Suppose that $\displaystyle mn$ is a zero divisor in $\displaystyle R$. Prove that either $\displaystyle m$ or $\displaystyle n$ is a zero divisor.

So, Well, first what I did was use the defn of zero divisor (z.d.)
If $\displaystyle mn \neq 0$ is a z.d. then $\displaystyle \exists x \in R$ such that $\displaystyle x \neq 0$ and $\displaystyle mn(x) = 0$

Then, just by associativity, $\displaystyle m(nx) = 0$ so, well, can we assume that $\displaystyle nx \neq 0$ and $\displaystyle m \neq 0$? Cause we'd be done - $\displaystyle m$ is a z.d. ! By commutativity, just switch $\displaystyle m$ and $\displaystyle n$ and then we're done.

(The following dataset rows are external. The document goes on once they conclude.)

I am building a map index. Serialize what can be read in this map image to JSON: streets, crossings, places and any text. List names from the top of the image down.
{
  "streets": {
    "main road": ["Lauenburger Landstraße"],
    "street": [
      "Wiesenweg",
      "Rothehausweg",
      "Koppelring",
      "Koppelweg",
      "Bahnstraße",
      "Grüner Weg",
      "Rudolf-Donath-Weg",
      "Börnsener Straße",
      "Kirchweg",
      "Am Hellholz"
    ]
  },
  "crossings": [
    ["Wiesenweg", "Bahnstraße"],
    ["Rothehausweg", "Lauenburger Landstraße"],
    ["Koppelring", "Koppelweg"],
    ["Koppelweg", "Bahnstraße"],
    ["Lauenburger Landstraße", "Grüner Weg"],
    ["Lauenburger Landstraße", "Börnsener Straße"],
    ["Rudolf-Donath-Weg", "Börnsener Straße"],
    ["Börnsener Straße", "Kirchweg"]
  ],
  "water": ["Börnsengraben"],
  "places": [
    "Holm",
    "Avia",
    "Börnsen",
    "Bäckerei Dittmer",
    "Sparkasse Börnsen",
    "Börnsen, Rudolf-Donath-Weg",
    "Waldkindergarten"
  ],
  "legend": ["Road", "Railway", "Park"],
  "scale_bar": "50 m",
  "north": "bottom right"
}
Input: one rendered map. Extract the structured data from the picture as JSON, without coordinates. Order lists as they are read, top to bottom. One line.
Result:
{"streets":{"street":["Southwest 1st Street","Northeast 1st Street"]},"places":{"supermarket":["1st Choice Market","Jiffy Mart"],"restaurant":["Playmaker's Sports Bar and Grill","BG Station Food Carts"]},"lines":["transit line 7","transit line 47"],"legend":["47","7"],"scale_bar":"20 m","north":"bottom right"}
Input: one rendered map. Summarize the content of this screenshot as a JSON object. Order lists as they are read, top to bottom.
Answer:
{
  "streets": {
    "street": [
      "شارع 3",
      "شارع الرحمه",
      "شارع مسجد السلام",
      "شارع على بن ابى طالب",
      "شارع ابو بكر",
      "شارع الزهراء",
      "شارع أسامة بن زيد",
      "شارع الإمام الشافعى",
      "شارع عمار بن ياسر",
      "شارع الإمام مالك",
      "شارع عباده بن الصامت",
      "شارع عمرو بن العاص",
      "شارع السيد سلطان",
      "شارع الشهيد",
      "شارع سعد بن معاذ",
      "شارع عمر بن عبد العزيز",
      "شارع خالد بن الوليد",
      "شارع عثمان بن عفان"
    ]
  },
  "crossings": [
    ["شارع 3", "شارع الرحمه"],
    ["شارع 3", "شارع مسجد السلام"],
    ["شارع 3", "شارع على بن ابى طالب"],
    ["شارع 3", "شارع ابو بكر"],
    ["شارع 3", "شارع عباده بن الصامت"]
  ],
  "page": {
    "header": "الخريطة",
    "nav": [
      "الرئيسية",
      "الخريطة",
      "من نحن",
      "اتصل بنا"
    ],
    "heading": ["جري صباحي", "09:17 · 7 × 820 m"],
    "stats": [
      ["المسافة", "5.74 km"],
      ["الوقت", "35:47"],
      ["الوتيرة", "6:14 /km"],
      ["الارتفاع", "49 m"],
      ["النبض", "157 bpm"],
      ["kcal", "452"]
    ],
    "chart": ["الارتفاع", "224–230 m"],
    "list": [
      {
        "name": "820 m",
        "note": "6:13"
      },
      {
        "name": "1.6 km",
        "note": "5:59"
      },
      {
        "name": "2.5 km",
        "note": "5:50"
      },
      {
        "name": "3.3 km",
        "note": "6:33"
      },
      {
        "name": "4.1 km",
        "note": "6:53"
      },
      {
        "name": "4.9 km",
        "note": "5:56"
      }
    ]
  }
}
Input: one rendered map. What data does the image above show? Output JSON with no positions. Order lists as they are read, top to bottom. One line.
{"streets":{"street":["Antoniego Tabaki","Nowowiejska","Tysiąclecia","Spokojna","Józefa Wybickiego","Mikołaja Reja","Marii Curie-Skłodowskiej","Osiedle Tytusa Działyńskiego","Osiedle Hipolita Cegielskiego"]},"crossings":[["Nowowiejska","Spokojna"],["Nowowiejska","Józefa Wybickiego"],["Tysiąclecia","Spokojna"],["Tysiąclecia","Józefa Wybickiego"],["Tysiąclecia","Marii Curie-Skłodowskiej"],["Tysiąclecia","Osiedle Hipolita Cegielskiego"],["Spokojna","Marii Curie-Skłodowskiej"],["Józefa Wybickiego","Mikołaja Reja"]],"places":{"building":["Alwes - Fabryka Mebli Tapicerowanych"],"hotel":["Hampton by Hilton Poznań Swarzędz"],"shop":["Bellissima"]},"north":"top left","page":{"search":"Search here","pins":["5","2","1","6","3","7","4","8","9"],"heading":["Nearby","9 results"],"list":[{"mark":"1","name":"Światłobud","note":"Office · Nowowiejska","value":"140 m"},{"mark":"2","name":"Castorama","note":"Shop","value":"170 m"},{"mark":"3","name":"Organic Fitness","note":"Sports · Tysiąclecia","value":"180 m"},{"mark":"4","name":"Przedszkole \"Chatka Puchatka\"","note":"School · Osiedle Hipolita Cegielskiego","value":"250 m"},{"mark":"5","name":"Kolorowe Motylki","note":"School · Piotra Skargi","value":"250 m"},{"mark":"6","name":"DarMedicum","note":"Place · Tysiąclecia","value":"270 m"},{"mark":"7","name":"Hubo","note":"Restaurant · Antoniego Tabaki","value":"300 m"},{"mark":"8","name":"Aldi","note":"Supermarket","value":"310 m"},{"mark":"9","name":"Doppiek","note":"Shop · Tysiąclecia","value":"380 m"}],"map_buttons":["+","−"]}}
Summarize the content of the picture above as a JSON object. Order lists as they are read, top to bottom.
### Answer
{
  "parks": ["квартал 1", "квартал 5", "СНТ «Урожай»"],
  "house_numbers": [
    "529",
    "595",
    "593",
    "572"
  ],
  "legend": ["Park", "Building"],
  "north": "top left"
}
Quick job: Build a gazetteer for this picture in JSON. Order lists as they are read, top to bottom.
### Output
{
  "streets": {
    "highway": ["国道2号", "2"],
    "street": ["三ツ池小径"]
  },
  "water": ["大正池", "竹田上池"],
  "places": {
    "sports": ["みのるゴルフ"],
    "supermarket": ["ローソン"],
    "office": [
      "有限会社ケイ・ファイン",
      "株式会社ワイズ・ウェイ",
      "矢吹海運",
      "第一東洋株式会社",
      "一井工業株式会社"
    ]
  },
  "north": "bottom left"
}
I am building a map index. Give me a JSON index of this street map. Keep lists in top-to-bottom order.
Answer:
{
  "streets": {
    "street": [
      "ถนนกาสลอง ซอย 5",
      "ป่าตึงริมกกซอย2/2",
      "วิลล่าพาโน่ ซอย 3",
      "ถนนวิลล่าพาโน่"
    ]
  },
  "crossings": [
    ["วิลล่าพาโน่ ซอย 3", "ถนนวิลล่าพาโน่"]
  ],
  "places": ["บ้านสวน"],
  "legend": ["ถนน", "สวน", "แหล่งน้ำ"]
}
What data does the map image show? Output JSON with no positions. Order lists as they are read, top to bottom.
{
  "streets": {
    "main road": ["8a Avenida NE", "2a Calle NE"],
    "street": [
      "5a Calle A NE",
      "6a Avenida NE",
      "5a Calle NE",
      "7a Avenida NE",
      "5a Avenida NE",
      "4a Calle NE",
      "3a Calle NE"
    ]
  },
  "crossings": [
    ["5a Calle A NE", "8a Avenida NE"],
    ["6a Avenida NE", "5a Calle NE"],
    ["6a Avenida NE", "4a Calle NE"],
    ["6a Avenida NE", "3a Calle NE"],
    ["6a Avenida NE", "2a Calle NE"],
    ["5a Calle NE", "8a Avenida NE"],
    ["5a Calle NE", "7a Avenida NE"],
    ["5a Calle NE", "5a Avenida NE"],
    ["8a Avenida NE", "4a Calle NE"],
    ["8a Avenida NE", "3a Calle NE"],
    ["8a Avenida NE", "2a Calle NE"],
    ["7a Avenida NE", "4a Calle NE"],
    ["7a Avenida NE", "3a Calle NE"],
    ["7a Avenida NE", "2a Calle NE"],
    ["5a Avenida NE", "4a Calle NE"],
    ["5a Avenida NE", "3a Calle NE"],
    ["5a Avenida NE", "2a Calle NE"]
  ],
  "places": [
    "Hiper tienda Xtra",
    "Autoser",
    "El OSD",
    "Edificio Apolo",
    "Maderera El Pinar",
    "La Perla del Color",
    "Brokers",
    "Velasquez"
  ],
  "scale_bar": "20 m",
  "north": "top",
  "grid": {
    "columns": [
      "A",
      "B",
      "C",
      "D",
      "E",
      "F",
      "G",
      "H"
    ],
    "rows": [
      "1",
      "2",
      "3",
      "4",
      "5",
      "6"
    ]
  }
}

Any help appreciated! Thanks!!
• Jan 20th 2011, 01:41 PM
roninpro
Your proof for (1) looks okay. You just need to emphasize that inverses are unique.

You have a good idea for (2). To clean it up, you should note that neither $\displaystyle m$ nor $\displaystyle n$ should be zero, or else $\displaystyle mn$ is zero, which is not what we want. Then, you are correct in taking nonzero $\displaystyle x$ so that $\displaystyle mnx=0$ and $\displaystyle m(nx)=0$. So if $\displaystyle nx\ne 0$, then you are done, since $\displaystyle m$ will satisfy the zero divisor definition. But what happens if $\displaystyle nx=0$?
• Jan 21st 2011, 04:38 AM
topspin1617
I'd just like to point out that (1) is actually true whenever the rings are integral domains.

In the ring $\displaystyle M$, of course $\displaystyle 1_M\cdot 1_M=1_M$. Also, since $\displaystyle 1_M\in N$ and $\displaystyle 1_N$ is the multiplicative identity of $\displaystyle N$, we get $\displaystyle 1_M\cdot 1_N=1_M$.

Put these equalities together to get $\displaystyle 1_M\cdot 1_M=1_M\cdot 1_N$. Then, since we are in an integral domain, we can "cancel" the $\displaystyle 1_M$ from both sides to conclude $\displaystyle 1_M=1_N$.